Sobre este ponto, não interessa discutir o óbvio: Marcello não era um democrata e não iria democratizar o regime. Quanto à questão colonial, dificilmente poderia ter protagonizado uma mudança capaz de reconhecer, mesmo em termos limitados, o direito à autodeterminação. Preocupava-o sobremaneira o destino dos portugueses radicados nos territórios ultramarinos. Nesse particular, as viagens triunfais que faz a África, e os apelos que aí escuta das comunidades brancas tê-lo-ão encaminhado decisivamente num sentido adverso a aventuras federalistas, muito menos independentistas. Além disso, não dispunha de espaço nem de tempo políticos para, mesmo que o quisesse (e era duvidoso que o quisesse...), fazer avanços significativos em matéria colonial. Sem resolver essa questão, tudo o resto seria relegado para um plano secundário: a excepcional performance económica registada até 1973, o aumento dos níveis de bem-estar e de prestações sociais, a “liberalização” estrangeirada da vida social urbana (este é, porventura, o aspecto menos estudado do marcelismo).

No livro ressaltam aspectos pessoais que têm uma relevância muito maior do que frequentemente se julga (por exemplo, a doença e a morte da mulher, como é salientado por Marcelo Rebelo de Sousa).

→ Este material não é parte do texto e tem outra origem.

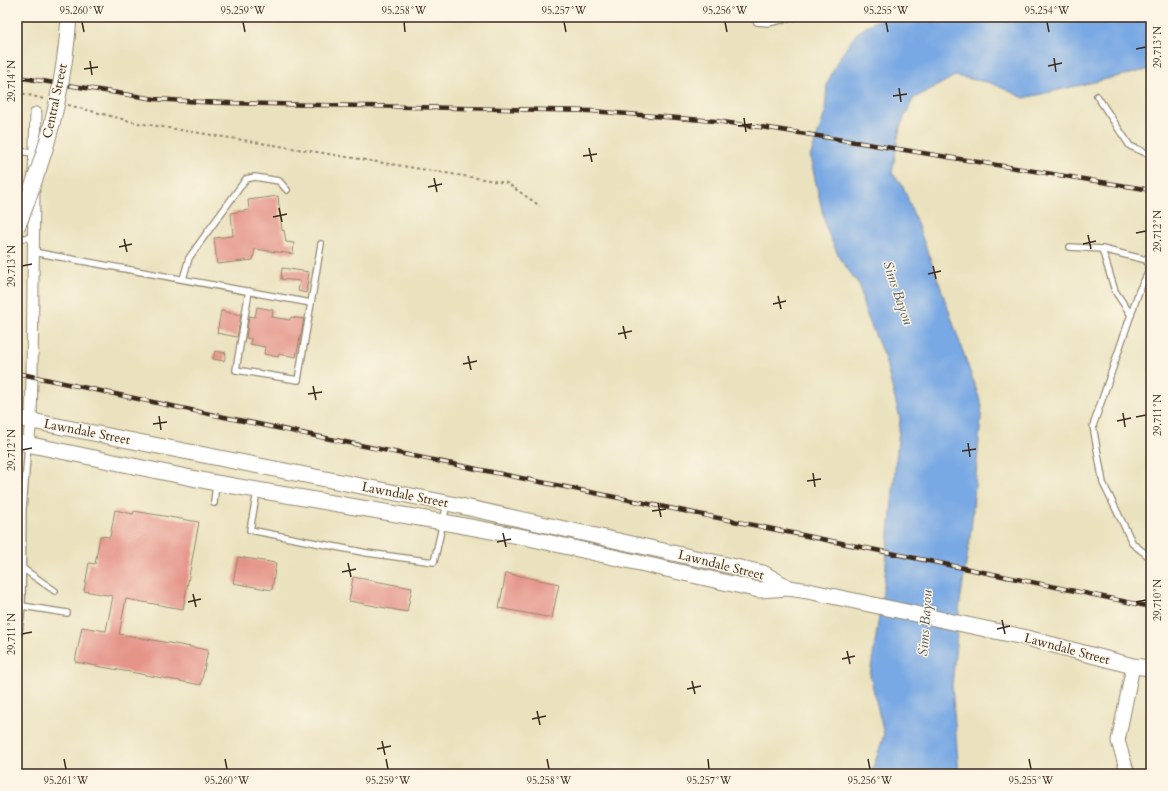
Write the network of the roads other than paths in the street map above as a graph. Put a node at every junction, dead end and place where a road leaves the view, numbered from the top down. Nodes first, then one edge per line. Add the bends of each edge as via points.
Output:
1 (69, 17) edge
2 (752, 17) edge
3 (795, 17) edge
4 (1097, 96) dead end
5 (36, 113) dead end
6 (17, 151) edge
7 (34, 153) junction
8 (1151, 155) edge
9 (287, 190) dead end
10 (17, 227) edge
11 (33, 236) junction
12 (17, 239) edge
13 (321, 244) dead end
14 (1070, 246) dead end
15 (1102, 249) junction
16 (33, 252) junction
17 (183, 279) junction
18 (249, 292) junction
19 (311, 303) junction
20 (1131, 315) junction
21 (24, 419) edge
22 (22, 443) edge
23 (216, 483) junction
24 (257, 490) junction
25 (214, 503) dead end
26 (447, 503) junction
27 (20, 509) edge
28 (443, 522) junction
29 (1151, 558) edge
30 (19, 568) edge
31 (788, 588) junction
32 (55, 591) dead end
33 (22, 606) junction
34 (67, 613) dead end
35 (17, 648) edge
36 (1133, 666) junction
37 (1151, 668) edge
38 (1151, 677) edge
39 (1128, 774) edge

1 - 10 main road, Central Street, bridge via 60,90 41,165
2 - 3 lane via 757,22 768,23
4 - 8 lane via 1130,146
5 - 7 street, Central Street
6 - 7 lane
7 - 11 street, Central Street
9 - 17 lane via 279,181 255,177 246,179 189,258
11 - 12 lane
11 - 16 street, Central Street
13 - 19 lane
14 - 15 lane
15 - 20 lane via 1115,291
15 - 20 lane via 1147,260 1149,271
16 - 17 lane
16 - 21 street, Central Street
17 - 18 lane
18 - 19 lane
18 - 19 lane via 236,370 298,380
20 - 29 lane via 1094,426 1103,483 1133,544
21 - 22 street, Central Street
21 - 26 main road, Lawndale Street
22 - 23 main road, Lawndale Street
22 - 27 lane
23 - 24 main road, Lawndale Street
23 - 25 lane
24 - 28 main road, Lawndale Street
24 - 28 lane via 250,530 367,553 434,562
26 - 28 lane
26 - 31 main road, Lawndale Street via 763,573
27 - 30 lane
28 - 31 main road, Lawndale Street via 529,538 759,590
30 - 32 lane
30 - 33 lane
31 - 36 main road, Lawndale Street via 1023,637
33 - 34 lane
33 - 35 lane
36 - 37 main road, Lawndale Street
36 - 38 main road, Lawndale Street
36 - 39 street via 1118,741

Marcello Caetano foi, de facto, uma dramatis personæ, que terminou os dias no Brasil, amargurado com o seu país. Sentiu-se um injustiçado da História e, por isso, reagiu com a melhor arma que tinha: o poder do intelecto. Fez conferências, deu aulas, deixou livros, mas nem essa intensa actividade intelectual terá pacificado o seu atormentado espírito. Marcello contra mundum morreu de ataque cardíaco no Rio, em Outubro de 1980. Ao contrário de Thomaz, nunca quis regressar a Portugal.